## [Task brief]
Look through the records that follow. Copy every line containing the word "Antillón".

## [Data provided]
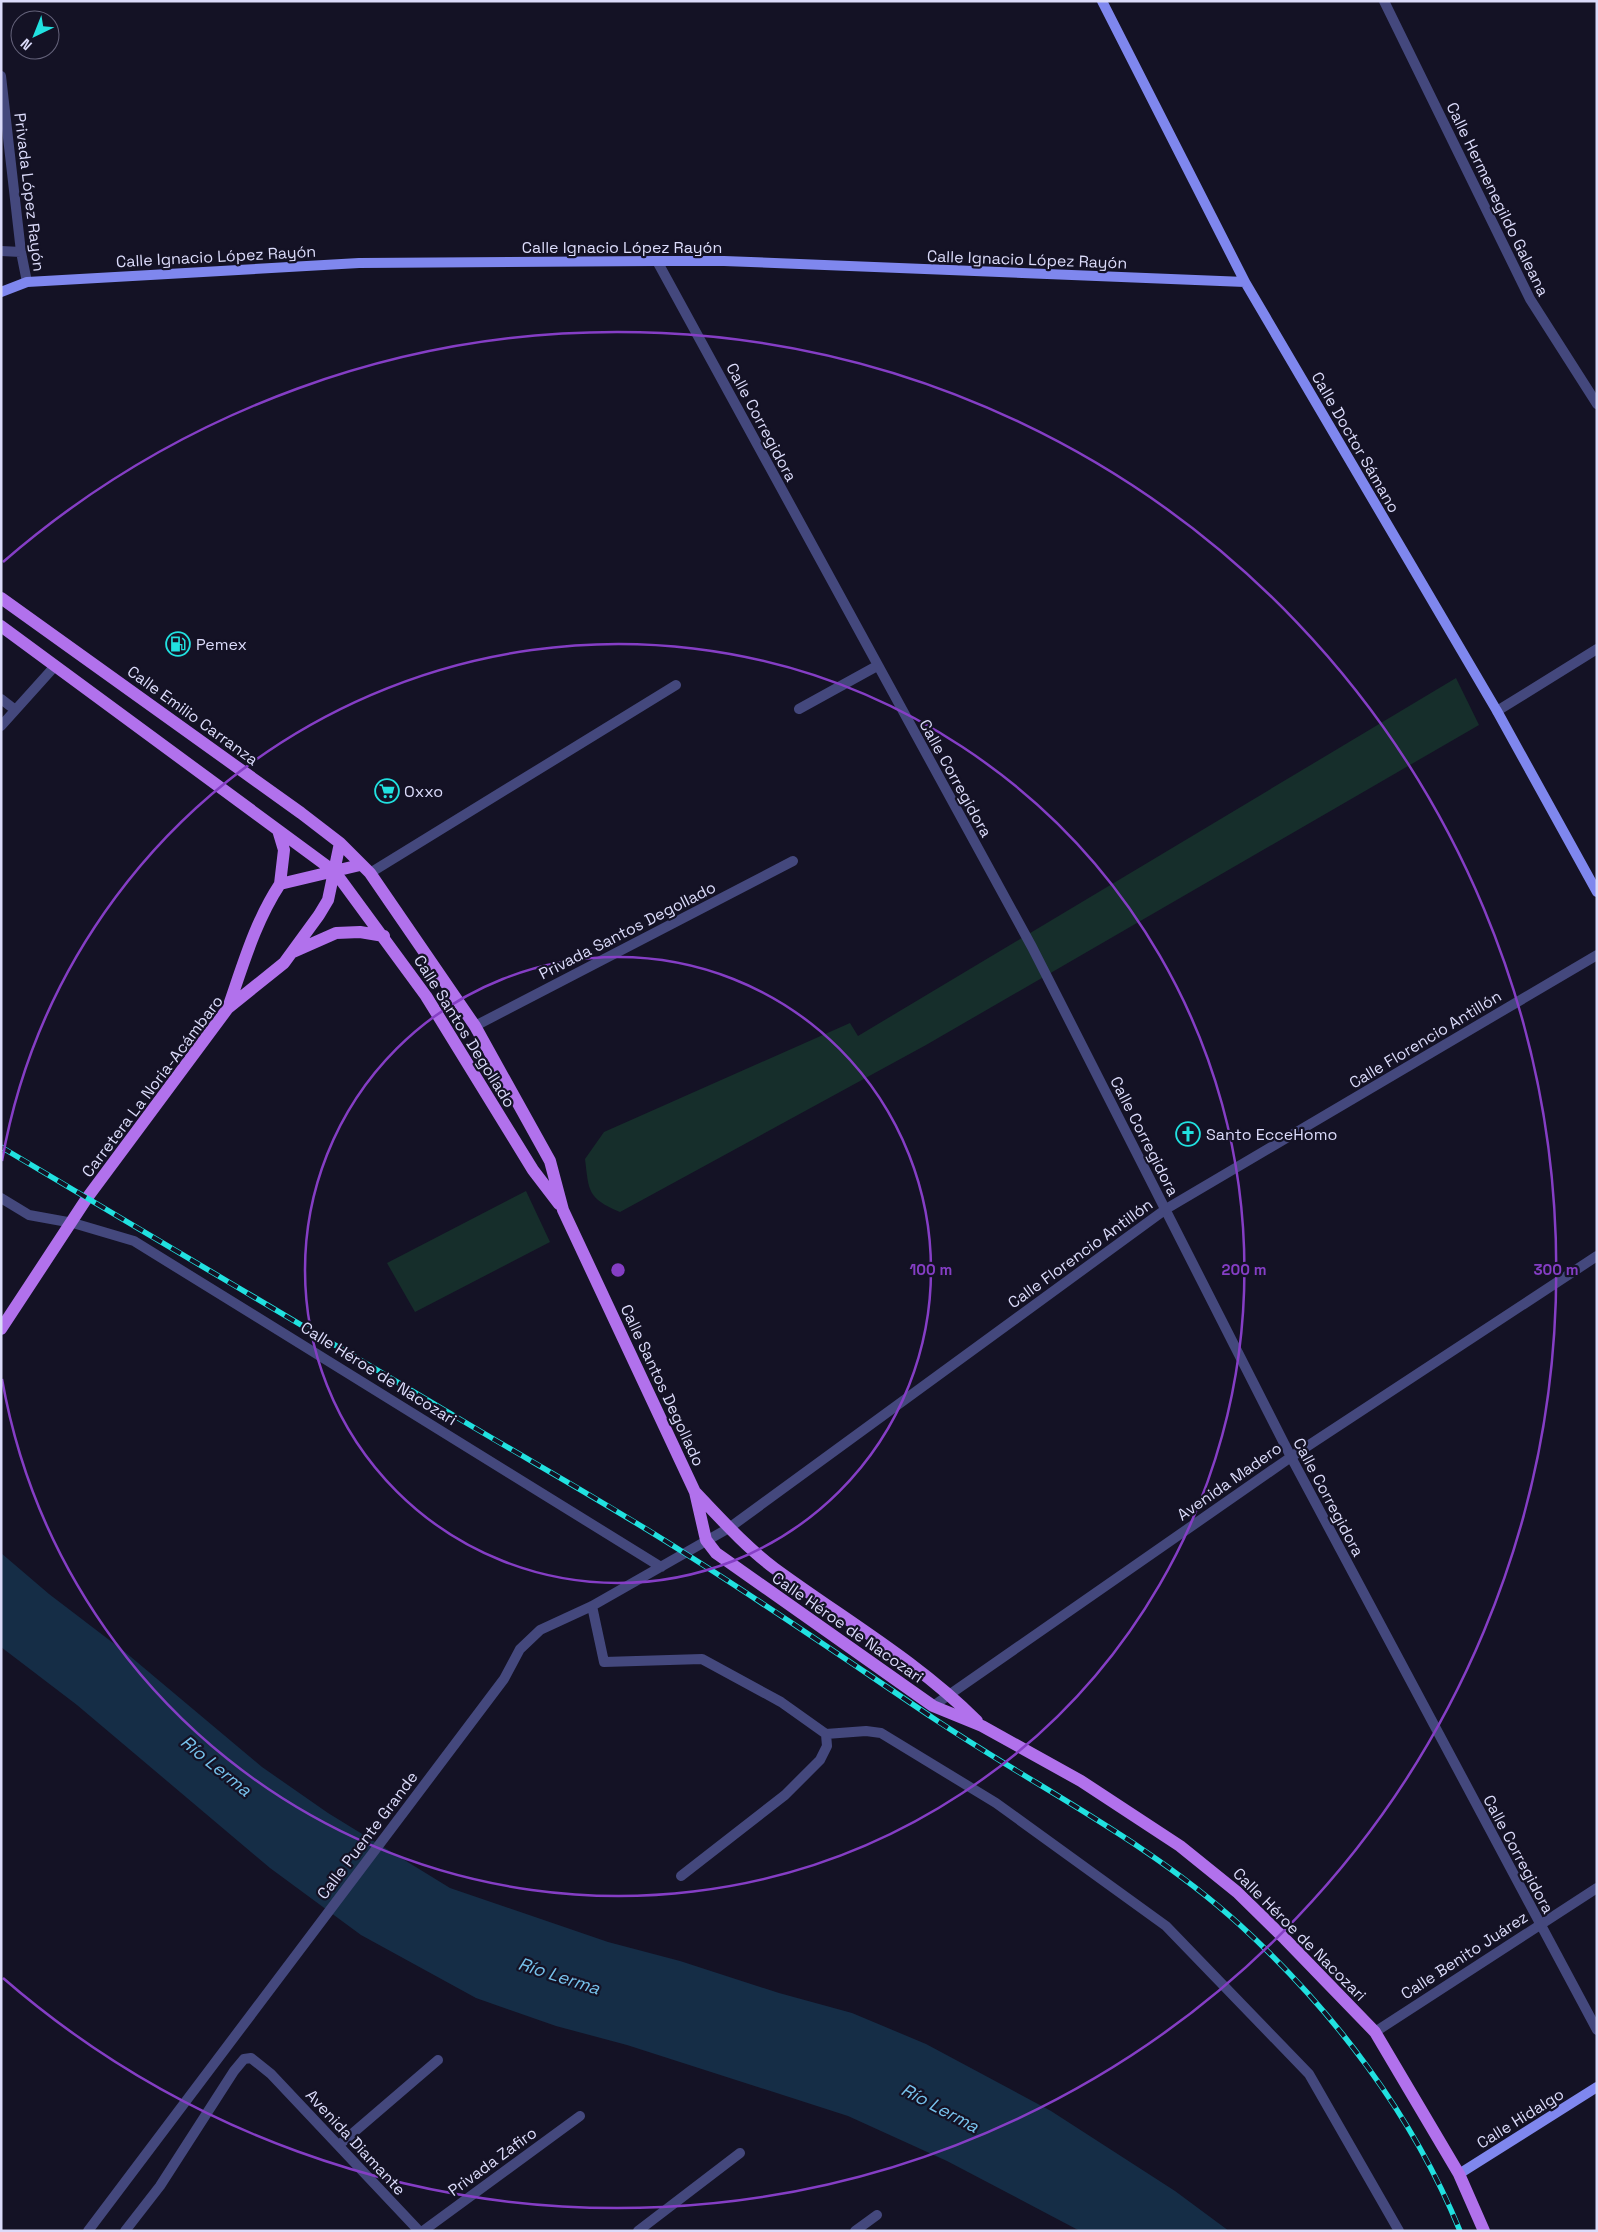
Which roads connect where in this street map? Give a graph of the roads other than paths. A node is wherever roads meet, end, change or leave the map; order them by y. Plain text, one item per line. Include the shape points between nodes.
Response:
1 (1102, 1) edge
2 (1387, 2) edge
3 (1, 76) edge
4 (1, 251) edge
5 (21, 252) junction
6 (657, 261) junction
7 (27, 282) junction
8 (1245, 282) junction
9 (1, 292) edge
10 (1597, 404) edge
11 (1, 598) edge
12 (1, 626) edge
13 (1597, 650) edge
14 (55, 666) junction
15 (877, 666) junction
16 (676, 685) dead end
17 (1, 700) edge
18 (14, 709) junction
19 (799, 709) dead end
20 (1497, 711) junction
21 (1, 726) edge
22 (278, 830) junction
23 (340, 843) junction
24 (793, 860) dead end
25 (365, 869) junction
26 (335, 872) junction
27 (280, 884) junction
28 (1597, 892) edge
29 (384, 936) junction
30 (293, 952) junction
31 (1597, 955) edge
32 (228, 1008) junction
33 (476, 1026) junction
34 (1, 1198) edge
35 (1166, 1209) junction
36 (563, 1210) junction
37 (73, 1222) junction
38 (1597, 1256) edge
39 (1, 1330) edge
40 (1290, 1457) junction
41 (694, 1492) junction
42 (730, 1528) junction
43 (706, 1540) junction
44 (661, 1567) junction
45 (592, 1606) junction
46 (949, 1693) junction
47 (933, 1706) junction
48 (982, 1726) junction
49 (826, 1734) junction
50 (681, 1876) dead end
51 (1597, 1888) edge
52 (1539, 1924) junction
53 (1597, 2030) edge
54 (1375, 2032) junction
55 (438, 2060) dead end
56 (1597, 2088) edge
57 (580, 2116) dead end
58 (339, 2145) junction
59 (740, 2153) dead end
60 (1460, 2174) junction
61 (877, 2214) dead end
62 (88, 2231) edge
63 (124, 2231) edge
64 (419, 2231) edge
65 (423, 2231) edge
66 (638, 2231) edge
67 (855, 2231) edge
68 (1399, 2231) edge
69 (1484, 2231) edge

1 - 8 street, Calle Doctor Sámano
2 - 10 street, Calle Hermenegildo Galeana via 1530,299
3 - 5 street, Privada López Rayón
4 - 5 street
5 - 7 street, Privada López Rayón
6 - 7 street, Calle Ignacio López Rayón via 359,263
6 - 8 street, Calle Ignacio López Rayón
6 - 15 street, Calle Corregidora
7 - 9 street, Calle Ignacio López Rayón
8 - 20 street, Calle Doctor Sámano
11 - 23 main road, Calle Emilio Carranza
12 - 14 main road
13 - 20 street
14 - 18 street
14 - 22 main road
15 - 19 street
15 - 35 street, Calle Corregidora via 1032,947
16 - 25 street
17 - 18 street
18 - 21 street
20 - 28 street, Calle Doctor Sámano
22 - 26 main road
22 - 27 main road via 284,845
23 - 25 main road, Calle Emilio Carranza
23 - 26 main road, Carretera La Noria-Acámbaro
24 - 33 street, Privada Santos Degollado
25 - 26 main road
25 - 33 main road, Calle Santos Degollado
26 - 27 main road
26 - 29 main road, Calle Santos Degollado
26 - 30 main road, Carretera La Noria-Acámbaro via 328,900
27 - 32 main road via 264,908
29 - 30 main road via 336,933
29 - 36 main road, Calle Santos Degollado via 426,996 533,1170
30 - 32 main road, Carretera La Noria-Acámbaro
31 - 35 street, Calle Florencio Antillón
32 - 37 main road, Carretera La Noria-Acámbaro via 87,1198
33 - 36 main road, Calle Santos Degollado via 550,1161
34 - 37 street, Calle Héroe de Nacozari via 29,1215
35 - 40 street, Calle Corregidora
35 - 42 street, Calle Florencio Antillón
36 - 41 main road, Calle Santos Degollado
37 - 39 main road, Carretera La Noria-Acámbaro
37 - 44 street, Calle Héroe de Nacozari via 134,1241
38 - 40 street, Avenida Madero
40 - 46 street, Avenida Madero
40 - 52 street, Calle Corregidora
41 - 42 main road, Calle Santos Degollado
41 - 43 main road, Calle Santos Degollado
42 - 43 street, Calle Puente Grande
42 - 46 main road, Calle Héroe de Nacozari via 773,1567
43 - 44 street, Calle Puente Grande
43 - 47 main road, Calle Héroe de Nacozari via 730,1565
44 - 45 street, Calle Puente Grande
45 - 49 street via 604,1662 702,1659 781,1702
45 - 62 street, Calle Puente Grande via 540,1630 520,1649 504,1679
46 - 47 street, Avenida Madero
46 - 48 main road, Calle Héroe de Nacozari
47 - 48 main road, Calle Héroe de Nacozari
48 - 54 main road, Calle Héroe de Nacozari via 1081,1781 1180,1846 1237,1892
49 - 50 street via 827,1746 820,1760 784,1796
49 - 68 street via 866,1730 881,1733 996,1803 1166,1926 1309,2074
51 - 52 street, Calle Benito Juárez
52 - 53 street, Calle Corregidora
52 - 54 street, Calle Benito Juárez
54 - 60 main road, Calle Héroe de Nacozari
55 - 58 street
56 - 60 street, Calle Hidalgo
57 - 65 street, Privada Zafiro
58 - 63 street, Avenida Diamante via 271,2074 251,2058 244,2059 160,2186
58 - 64 street, Avenida Diamante
59 - 66 street
60 - 69 main road, Calle Héroe de Nacozari
61 - 67 street

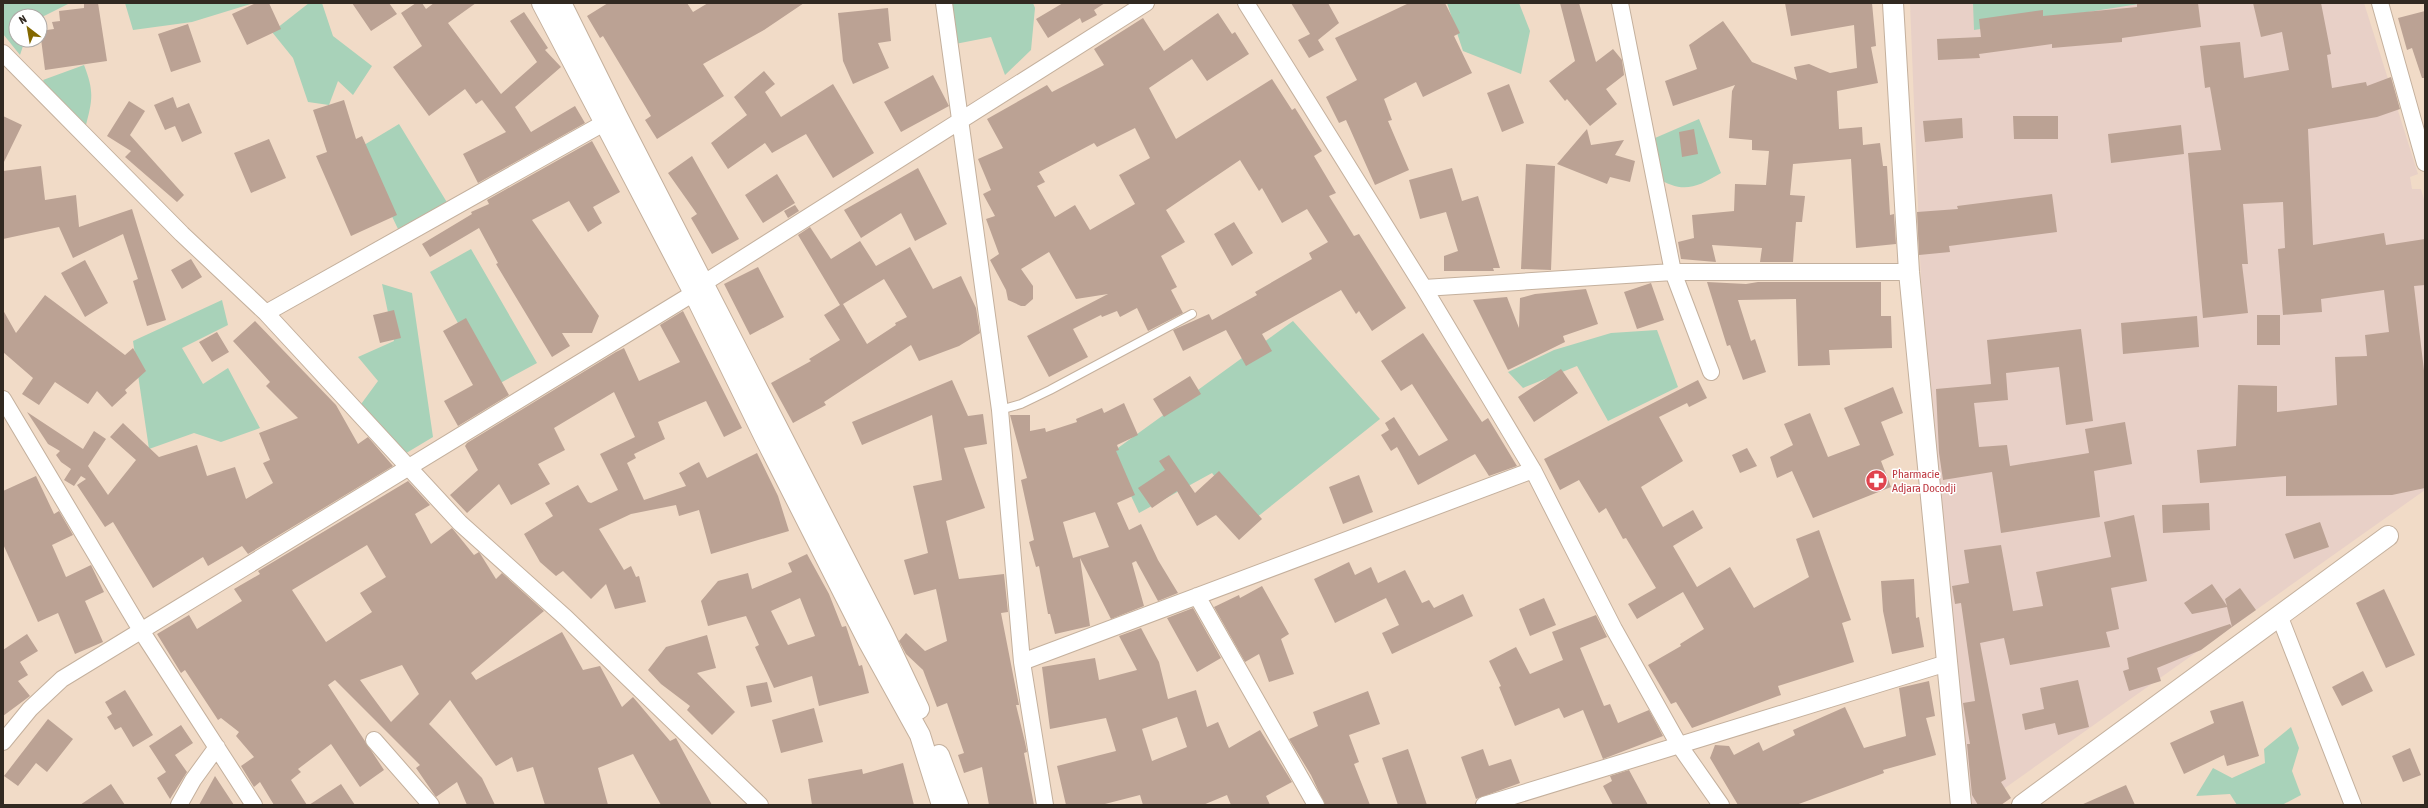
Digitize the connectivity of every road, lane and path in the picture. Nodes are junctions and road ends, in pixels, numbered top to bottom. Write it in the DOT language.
graph roads {
  1 [pos="542,3"];
  2 [pos="561,3"];
  3 [pos="944,3"];
  4 [pos="1146,3"];
  5 [pos="1246,3"];
  6 [pos="1620,3"];
  7 [pos="1894,3"];
  8 [pos="2380,3"];
  9 [pos="3,53"];
  10 [pos="961,121"];
  11 [pos="604,123"];
  12 [pos="2425,163"];
  13 [pos="1673,272"];
  14 [pos="1909,272"];
  15 [pos="699,288"];
  16 [pos="1424,288"];
  17 [pos="266,313"];
  18 [pos="1192,314"];
  19 [pos="1711,372"];
  20 [pos="3,399"];
  21 [pos="1000,410"];
  22 [pos="408,468"];
  23 [pos="1533,470"];
  24 [pos="2388,536"];
  25 [pos="1197,596"];
  26 [pos="2279,615"];
  27 [pos="142,632"];
  28 [pos="1022,662"];
  29 [pos="1947,663"];
  30 [pos="374,740"];
  31 [pos="3,742"];
  32 [pos="1678,745"];
  33 [pos="217,747"];
  34 [pos="179,805"];
  35 [pos="254,805"];
  36 [pos="431,805"];
  37 [pos="760,805"];
  38 [pos="942,805"];
  39 [pos="958,805"];
  40 [pos="1045,805"];
  41 [pos="1316,805"];
  42 [pos="1484,805"];
  43 [pos="1721,805"];
  44 [pos="1961,805"];
  45 [pos="2022,805"];
  46 [pos="2353,805"];
  1 -- 11 [label="street"];
  2 -- 15 [label="street"];
  3 -- 10 [label="street"];
  4 -- 10 [label="street"];
  5 -- 16 [label="street"];
  6 -- 13 [label="street"];
  7 -- 14 [label="street"];
  8 -- 12 [label="street"];
  9 -- 17 [label="street"];
  10 -- 15 [label="street"];
  10 -- 21 [label="street"];
  11 -- 15 [label="street"];
  11 -- 17 [label="street"];
  13 -- 14 [label="street"];
  13 -- 16 [label="street"];
  13 -- 19 [label="street"];
  14 -- 29 [label="street"];
  15 -- 22 [label="street"];
  15 -- 38 [label="street"];
  15 -- 39 [label="street"];
  16 -- 23 [label="street"];
  17 -- 22 [label="street"];
  18 -- 21 [label="lane"];
  20 -- 27 [label="street"];
  21 -- 28 [label="street"];
  22 -- 27 [label="street"];
  22 -- 37 [label="street"];
  23 -- 25 [label="street"];
  23 -- 32 [label="street"];
  24 -- 26 [label="street"];
  25 -- 28 [label="street"];
  25 -- 41 [label="street"];
  26 -- 45 [label="street"];
  26 -- 46 [label="street"];
  27 -- 31 [label="street"];
  27 -- 33 [label="street"];
  28 -- 40 [label="street"];
  29 -- 32 [label="street"];
  29 -- 44 [label="street"];
  30 -- 36 [label="street"];
  32 -- 42 [label="street"];
  32 -- 43 [label="street"];
  33 -- 34 [label="street"];
  33 -- 35 [label="street"];
}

## [Finished task]
31 - 35 street, Calle Florencio Antillón
35 - 42 street, Calle Florencio Antillón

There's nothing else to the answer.